AT AUSTIN
NO. 3-92-054-CR
ROBERT AKERS,
APPELLANT
vs.
THE STATE OF TEXAS,
APPELLEE
FROM THE DISTRICT COURT OF TRAVIS COUNTY, 147TH JUDICIAL DISTRICT NO. 0911661, HONORABLE WILFORD FLOWERS, JUDGE PRESIDING
PER CURIAM
A jury found appellant guilty of driving while intoxicated, felony offense, and assessed punishment at imprisonment for five years and a $2000 fine. Tex. Rev. Civ. Stat. Ann. art. 6701l-1 (West Supp. 1992).

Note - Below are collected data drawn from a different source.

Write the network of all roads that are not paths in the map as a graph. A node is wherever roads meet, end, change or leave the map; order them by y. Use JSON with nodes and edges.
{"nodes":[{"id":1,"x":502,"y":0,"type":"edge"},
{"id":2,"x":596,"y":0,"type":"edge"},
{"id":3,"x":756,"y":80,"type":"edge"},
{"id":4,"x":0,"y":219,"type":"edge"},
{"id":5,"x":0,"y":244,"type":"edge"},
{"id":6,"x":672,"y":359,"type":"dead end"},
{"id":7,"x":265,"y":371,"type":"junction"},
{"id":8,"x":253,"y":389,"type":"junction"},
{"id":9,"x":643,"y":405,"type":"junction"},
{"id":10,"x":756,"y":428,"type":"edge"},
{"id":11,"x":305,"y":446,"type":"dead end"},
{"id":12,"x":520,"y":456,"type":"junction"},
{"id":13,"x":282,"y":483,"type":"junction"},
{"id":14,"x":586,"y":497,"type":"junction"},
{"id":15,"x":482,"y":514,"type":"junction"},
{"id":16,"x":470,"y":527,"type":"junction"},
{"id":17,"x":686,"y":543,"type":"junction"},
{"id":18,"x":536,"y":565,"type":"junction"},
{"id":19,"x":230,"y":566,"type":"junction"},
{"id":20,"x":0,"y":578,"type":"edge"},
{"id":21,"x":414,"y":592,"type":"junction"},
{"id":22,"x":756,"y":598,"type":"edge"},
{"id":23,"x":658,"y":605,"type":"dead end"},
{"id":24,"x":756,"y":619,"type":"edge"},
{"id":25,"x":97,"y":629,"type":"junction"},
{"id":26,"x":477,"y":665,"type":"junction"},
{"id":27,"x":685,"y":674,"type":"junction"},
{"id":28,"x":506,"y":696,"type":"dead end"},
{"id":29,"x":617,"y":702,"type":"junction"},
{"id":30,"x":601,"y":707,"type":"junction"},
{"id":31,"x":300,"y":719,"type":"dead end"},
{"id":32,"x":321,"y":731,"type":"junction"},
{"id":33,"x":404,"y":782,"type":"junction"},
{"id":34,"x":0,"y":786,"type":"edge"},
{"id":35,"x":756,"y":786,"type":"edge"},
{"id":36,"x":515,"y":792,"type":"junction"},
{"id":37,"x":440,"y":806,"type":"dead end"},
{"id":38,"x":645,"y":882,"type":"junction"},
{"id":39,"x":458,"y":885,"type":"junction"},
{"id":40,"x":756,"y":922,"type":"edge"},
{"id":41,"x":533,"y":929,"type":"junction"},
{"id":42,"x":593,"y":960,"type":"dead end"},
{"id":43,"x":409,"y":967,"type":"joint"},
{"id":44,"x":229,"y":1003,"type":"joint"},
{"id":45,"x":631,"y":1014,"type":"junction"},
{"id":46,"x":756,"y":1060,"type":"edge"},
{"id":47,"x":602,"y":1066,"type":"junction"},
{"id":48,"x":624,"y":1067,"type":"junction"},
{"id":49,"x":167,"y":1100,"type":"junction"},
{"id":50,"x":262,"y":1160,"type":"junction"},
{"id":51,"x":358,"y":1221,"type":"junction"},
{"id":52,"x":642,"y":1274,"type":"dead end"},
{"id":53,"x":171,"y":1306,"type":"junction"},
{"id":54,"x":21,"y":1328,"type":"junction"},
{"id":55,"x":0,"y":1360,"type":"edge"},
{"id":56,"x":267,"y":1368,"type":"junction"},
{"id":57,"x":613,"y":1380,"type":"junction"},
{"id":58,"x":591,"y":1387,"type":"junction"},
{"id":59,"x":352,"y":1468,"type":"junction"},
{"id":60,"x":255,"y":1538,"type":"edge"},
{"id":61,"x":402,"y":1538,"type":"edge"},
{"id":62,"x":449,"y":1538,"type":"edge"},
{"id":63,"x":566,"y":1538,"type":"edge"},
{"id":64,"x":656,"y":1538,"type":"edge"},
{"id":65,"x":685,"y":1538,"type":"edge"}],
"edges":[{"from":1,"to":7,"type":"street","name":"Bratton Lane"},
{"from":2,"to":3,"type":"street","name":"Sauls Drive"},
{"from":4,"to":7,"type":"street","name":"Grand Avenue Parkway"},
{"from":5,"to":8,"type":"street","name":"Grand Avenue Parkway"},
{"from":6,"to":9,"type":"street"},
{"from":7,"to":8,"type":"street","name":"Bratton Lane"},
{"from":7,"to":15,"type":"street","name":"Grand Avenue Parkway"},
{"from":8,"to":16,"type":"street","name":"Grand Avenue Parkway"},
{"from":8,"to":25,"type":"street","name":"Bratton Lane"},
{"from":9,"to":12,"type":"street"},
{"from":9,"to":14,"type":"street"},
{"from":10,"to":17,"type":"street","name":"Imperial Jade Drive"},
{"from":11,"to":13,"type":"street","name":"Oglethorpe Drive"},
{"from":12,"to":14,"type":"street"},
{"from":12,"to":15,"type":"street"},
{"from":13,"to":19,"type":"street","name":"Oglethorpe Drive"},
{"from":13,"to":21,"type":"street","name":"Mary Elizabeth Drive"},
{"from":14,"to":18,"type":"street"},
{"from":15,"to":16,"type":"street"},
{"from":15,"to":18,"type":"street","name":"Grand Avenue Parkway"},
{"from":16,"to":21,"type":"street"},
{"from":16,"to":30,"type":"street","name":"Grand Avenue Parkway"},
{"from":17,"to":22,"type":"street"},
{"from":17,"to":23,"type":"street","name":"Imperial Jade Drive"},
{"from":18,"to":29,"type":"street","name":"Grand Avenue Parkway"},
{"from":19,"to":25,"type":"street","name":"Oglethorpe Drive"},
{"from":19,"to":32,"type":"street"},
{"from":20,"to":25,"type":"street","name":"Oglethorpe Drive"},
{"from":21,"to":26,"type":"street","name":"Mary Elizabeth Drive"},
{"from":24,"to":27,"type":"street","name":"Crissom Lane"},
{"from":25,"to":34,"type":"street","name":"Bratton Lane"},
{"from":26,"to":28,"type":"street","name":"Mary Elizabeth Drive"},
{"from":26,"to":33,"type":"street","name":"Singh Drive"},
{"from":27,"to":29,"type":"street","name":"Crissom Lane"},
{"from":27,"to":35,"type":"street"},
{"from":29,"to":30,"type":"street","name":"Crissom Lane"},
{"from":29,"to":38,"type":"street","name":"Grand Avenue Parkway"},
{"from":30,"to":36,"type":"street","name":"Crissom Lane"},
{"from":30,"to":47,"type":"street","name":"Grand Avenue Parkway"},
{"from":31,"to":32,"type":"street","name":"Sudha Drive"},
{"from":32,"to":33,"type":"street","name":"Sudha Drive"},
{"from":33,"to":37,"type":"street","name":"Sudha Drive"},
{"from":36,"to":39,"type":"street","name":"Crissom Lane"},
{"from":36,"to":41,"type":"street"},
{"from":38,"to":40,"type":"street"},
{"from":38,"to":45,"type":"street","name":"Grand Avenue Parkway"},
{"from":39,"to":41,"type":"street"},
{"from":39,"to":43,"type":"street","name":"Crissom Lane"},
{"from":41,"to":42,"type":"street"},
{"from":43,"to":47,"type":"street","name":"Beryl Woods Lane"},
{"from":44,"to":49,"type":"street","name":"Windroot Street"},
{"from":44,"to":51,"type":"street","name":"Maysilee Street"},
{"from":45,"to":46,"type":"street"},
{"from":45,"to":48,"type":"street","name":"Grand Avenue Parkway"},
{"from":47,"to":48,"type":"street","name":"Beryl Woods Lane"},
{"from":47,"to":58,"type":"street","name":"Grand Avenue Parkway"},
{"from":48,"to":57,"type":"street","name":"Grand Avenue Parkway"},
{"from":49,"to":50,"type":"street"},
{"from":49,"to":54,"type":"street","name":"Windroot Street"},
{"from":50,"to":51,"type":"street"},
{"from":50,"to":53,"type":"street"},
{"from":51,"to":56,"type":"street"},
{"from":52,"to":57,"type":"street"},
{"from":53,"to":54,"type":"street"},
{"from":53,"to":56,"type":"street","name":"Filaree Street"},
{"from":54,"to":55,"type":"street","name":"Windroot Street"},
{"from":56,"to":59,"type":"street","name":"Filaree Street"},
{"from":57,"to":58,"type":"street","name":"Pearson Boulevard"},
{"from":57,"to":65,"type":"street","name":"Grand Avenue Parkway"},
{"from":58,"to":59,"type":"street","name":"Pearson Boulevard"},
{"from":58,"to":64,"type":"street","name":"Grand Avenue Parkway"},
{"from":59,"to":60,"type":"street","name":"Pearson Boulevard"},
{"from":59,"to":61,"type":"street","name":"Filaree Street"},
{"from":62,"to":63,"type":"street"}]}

In his first point of error, appellant urges that he is entitled to a new trial because he has been deprived of a complete appellate record because an trial exhibit has been lost. Appellant relies on Durrough v. State, 693 S.W.2d 403 (Tex. Crim. App. 1985), and Sheffield v. State, 777 S.W.2d 743 (Tex. App.--Beaumont 1989, no pet.). But see Webb v. State, 760 S.W.2d 263, 276 n.19 (Tex. Crim. App. 1988). The State confesses error and concedes that reversal is required.
Point of error one is sustained. As a result, we need not reach points of error two and three. The judgment of conviction is reversed and the cause is remanded to the trial court.
[Before Chief Justice Carroll, Justices Jones and Kidd]
Reversed and Remanded
Filed: October 28, 1992
[Do Not Publish]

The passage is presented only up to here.